I’m not comfortable with that headline – the corruption is the issue here, not whether he is Indian
The Opposition should be concentrating on the fact that this was yet another pre-fixed deal – hence, a corrupt one – and that the bidding process was fraudulent. There is nothing wrong with being Indian, and besides being offensive in general, this headline ignores the fact that Malta has had a sizeable and respectable merchant community of Indian origin since the 19th century. It is particularly offensive to them.
And doesn’t the Nationalist Party itself have a councillor who belongs to precisely that Maltese-Indian community?
I reported months even before the call for expressions of interest that Oxley Capital had already struck a deal with the government and that Sri Ram Tumuluri was meeting Maltese suppliers at the offices of PriceWaterhouseCoopers and introducing himself as the person who would be taking over the hospitals.
I had even sent Kurt Farrugia a message way back then, telling him that I knew Oxley Capital had already struck a deal and could he comment.

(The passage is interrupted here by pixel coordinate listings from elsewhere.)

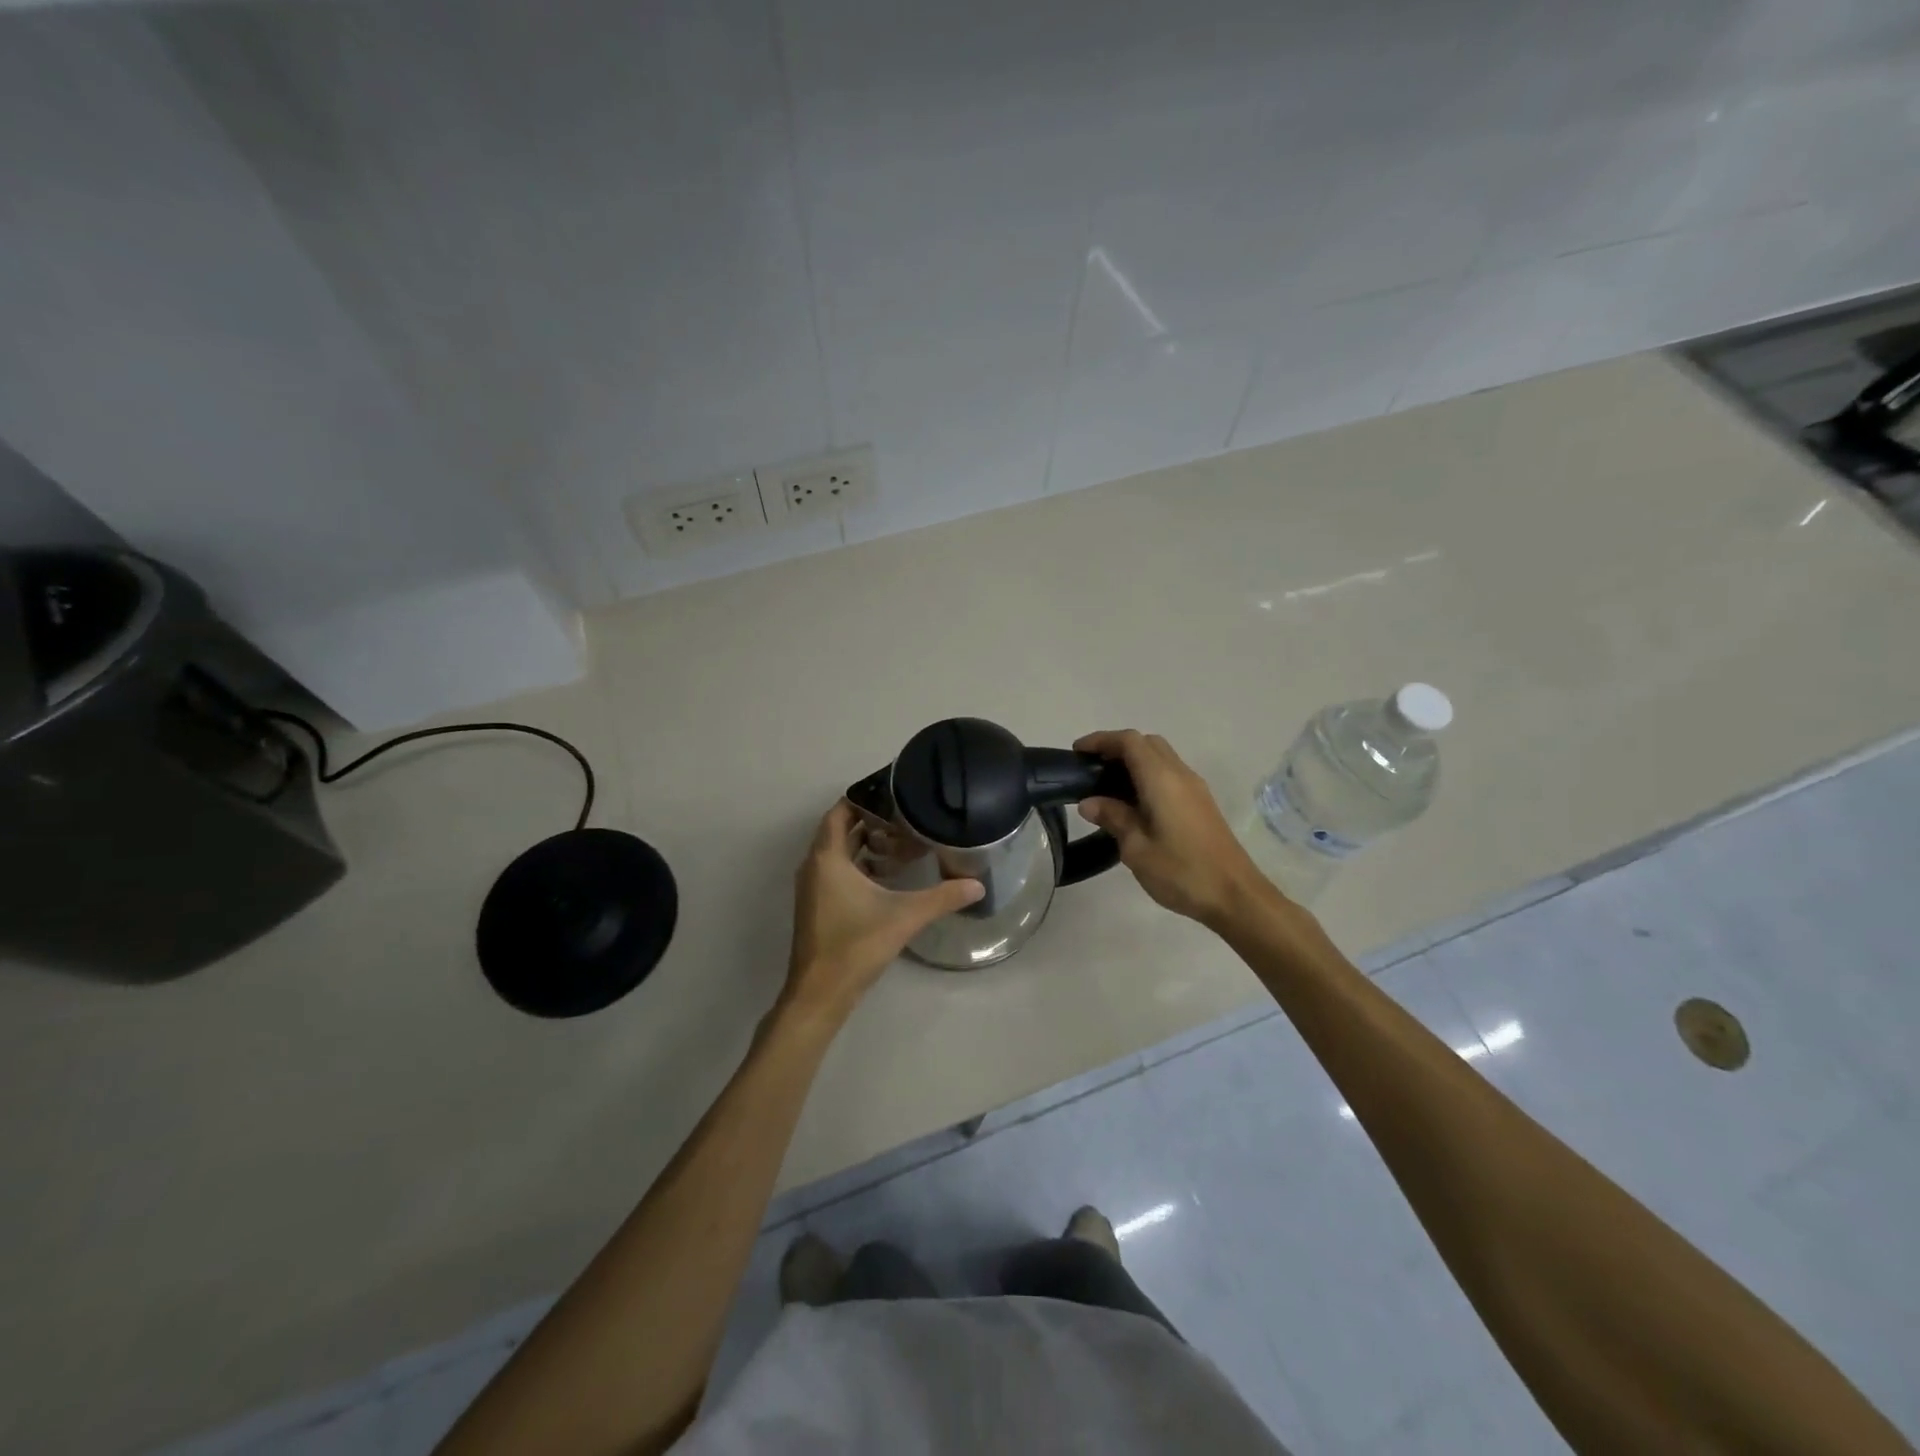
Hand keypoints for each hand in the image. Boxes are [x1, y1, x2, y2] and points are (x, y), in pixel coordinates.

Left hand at [783, 800, 982, 1019]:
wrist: (820, 993)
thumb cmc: (856, 945)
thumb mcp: (904, 916)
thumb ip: (942, 897)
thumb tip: (978, 884)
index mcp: (827, 858)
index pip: (840, 811)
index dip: (864, 798)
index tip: (894, 792)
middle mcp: (814, 866)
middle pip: (841, 830)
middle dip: (871, 820)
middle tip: (906, 815)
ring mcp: (813, 887)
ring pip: (839, 852)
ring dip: (866, 844)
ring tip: (902, 840)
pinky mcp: (818, 905)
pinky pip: (837, 871)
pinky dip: (860, 865)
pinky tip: (888, 875)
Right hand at [1074, 730, 1274, 927]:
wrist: (1235, 895)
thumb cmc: (1182, 871)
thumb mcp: (1136, 848)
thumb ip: (1113, 818)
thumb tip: (1089, 802)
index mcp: (1161, 779)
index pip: (1129, 742)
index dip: (1101, 740)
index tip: (1077, 752)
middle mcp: (1180, 774)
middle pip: (1147, 743)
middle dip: (1117, 748)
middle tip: (1092, 768)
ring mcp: (1195, 788)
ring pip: (1161, 757)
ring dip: (1134, 761)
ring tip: (1107, 787)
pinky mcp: (1201, 803)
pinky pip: (1170, 774)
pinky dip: (1147, 775)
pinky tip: (1134, 803)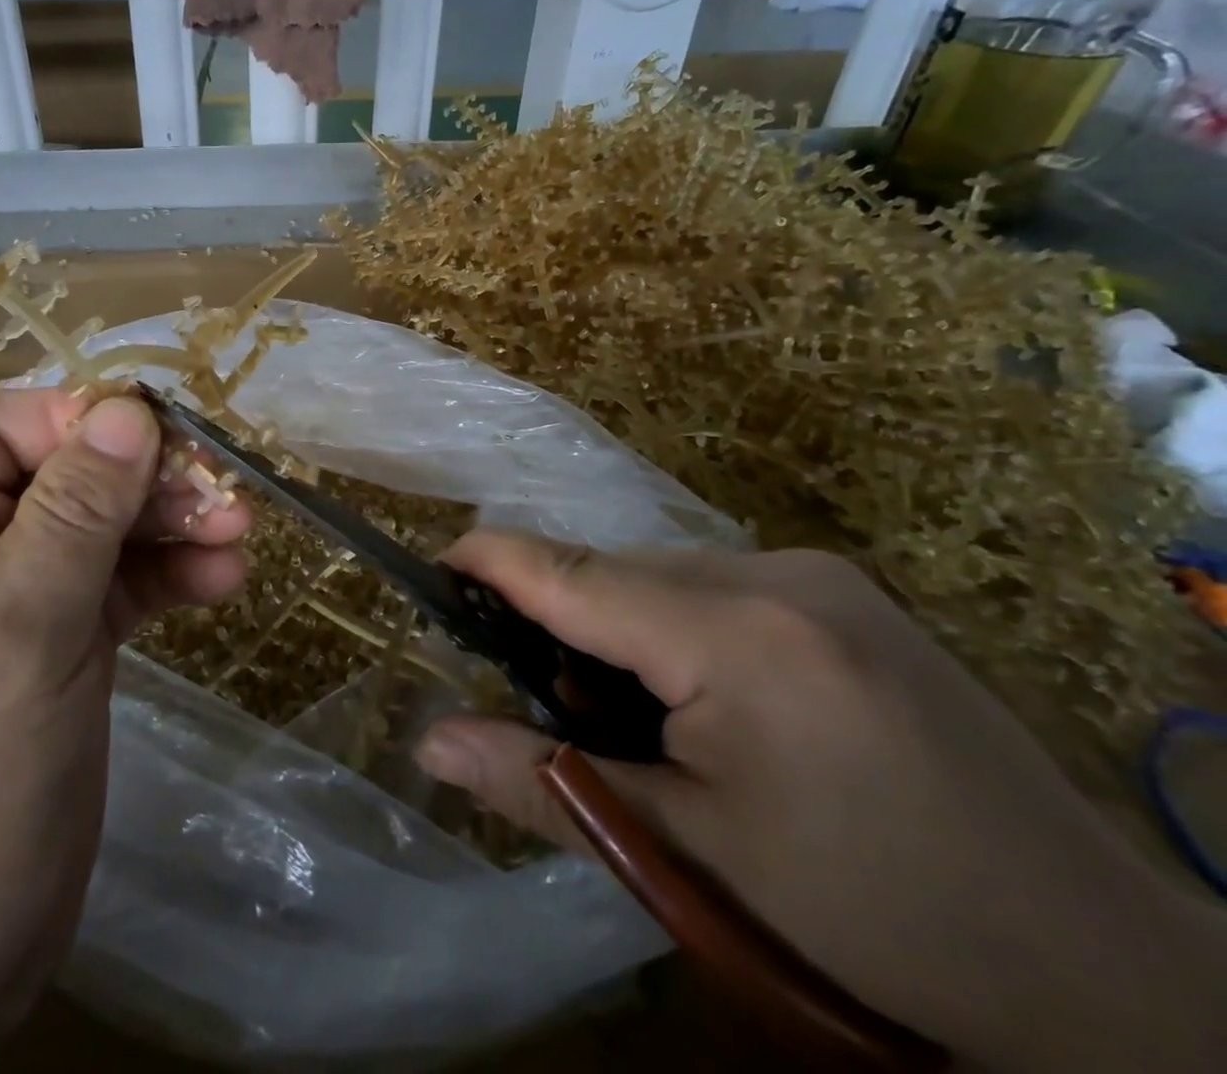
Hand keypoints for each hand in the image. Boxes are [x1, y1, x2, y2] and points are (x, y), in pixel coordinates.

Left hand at [0, 387, 248, 1072]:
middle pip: (63, 475)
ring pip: (103, 530)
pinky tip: (224, 578)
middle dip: (141, 475)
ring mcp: (20, 604)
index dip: (68, 416)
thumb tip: (128, 411)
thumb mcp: (17, 627)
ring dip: (170, 523)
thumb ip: (74, 513)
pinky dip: (171, 576)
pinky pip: (123, 587)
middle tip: (220, 488)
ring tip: (240, 529)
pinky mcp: (64, 649)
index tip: (149, 433)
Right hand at [414, 533, 1226, 1073]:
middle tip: (554, 708)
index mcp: (734, 633)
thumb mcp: (688, 860)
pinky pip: (712, 584)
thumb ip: (543, 784)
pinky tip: (706, 702)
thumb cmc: (873, 923)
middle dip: (560, 622)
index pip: (566, 569)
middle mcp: (774, 573)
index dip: (486, 562)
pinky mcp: (844, 592)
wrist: (1109, 977)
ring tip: (637, 719)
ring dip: (618, 628)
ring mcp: (819, 574)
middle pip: (611, 570)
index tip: (430, 571)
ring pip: (658, 574)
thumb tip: (430, 743)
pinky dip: (674, 626)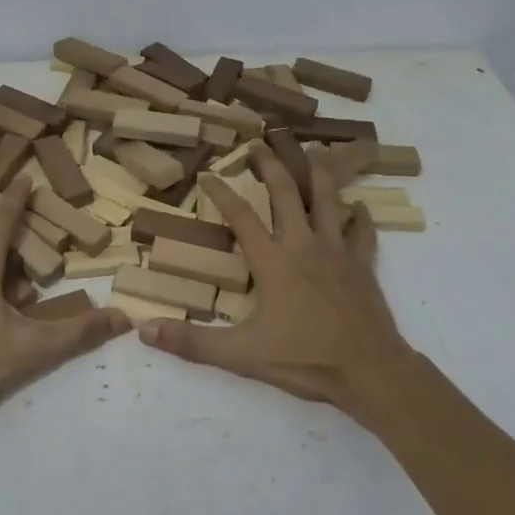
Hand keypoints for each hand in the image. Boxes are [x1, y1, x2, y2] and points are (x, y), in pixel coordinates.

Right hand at [137, 141, 416, 418]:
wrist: (370, 371)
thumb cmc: (305, 360)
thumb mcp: (242, 355)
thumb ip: (192, 342)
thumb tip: (144, 329)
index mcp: (273, 261)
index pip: (241, 217)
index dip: (222, 193)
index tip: (208, 174)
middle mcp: (304, 245)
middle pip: (287, 193)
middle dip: (271, 165)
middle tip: (260, 143)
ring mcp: (338, 252)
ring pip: (329, 201)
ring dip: (319, 174)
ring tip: (314, 151)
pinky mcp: (363, 266)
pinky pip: (363, 233)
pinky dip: (362, 217)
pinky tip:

It was the first time ever that he didn’t respect to a message I sent.
The Opposition needs to focus on the corruption here, and it also needs to sniff out where and how John Dalli & Associates are involved, because my twitching antennae tell me that Muscat’s former ‘health czar’ is in there somewhere, which is exactly why he has been so quiet recently.
When he was Health Minister between 2008 and 2010, Dalli was fixated on using a management model from the Indian subcontinent for the state general hospitals, and I believe he had even visited that part of the world to examine some options.
You will also recall – please don’t tell me you’ve forgotten – that one of the first things Prime Minister Muscat did was to anoint Dalli as his health consultant and impose him on Health Minister Godfrey Farrugia. Dalli then promptly moved into an office at Mater Dei Hospital with his daughters Claire Gauci Borda and Louisa Dalli. This went on until the Bahamas scandal broke and gathered momentum. When questioned about it, the prime minister said that John Dalli no longer works for the government, but I found that impossible to believe.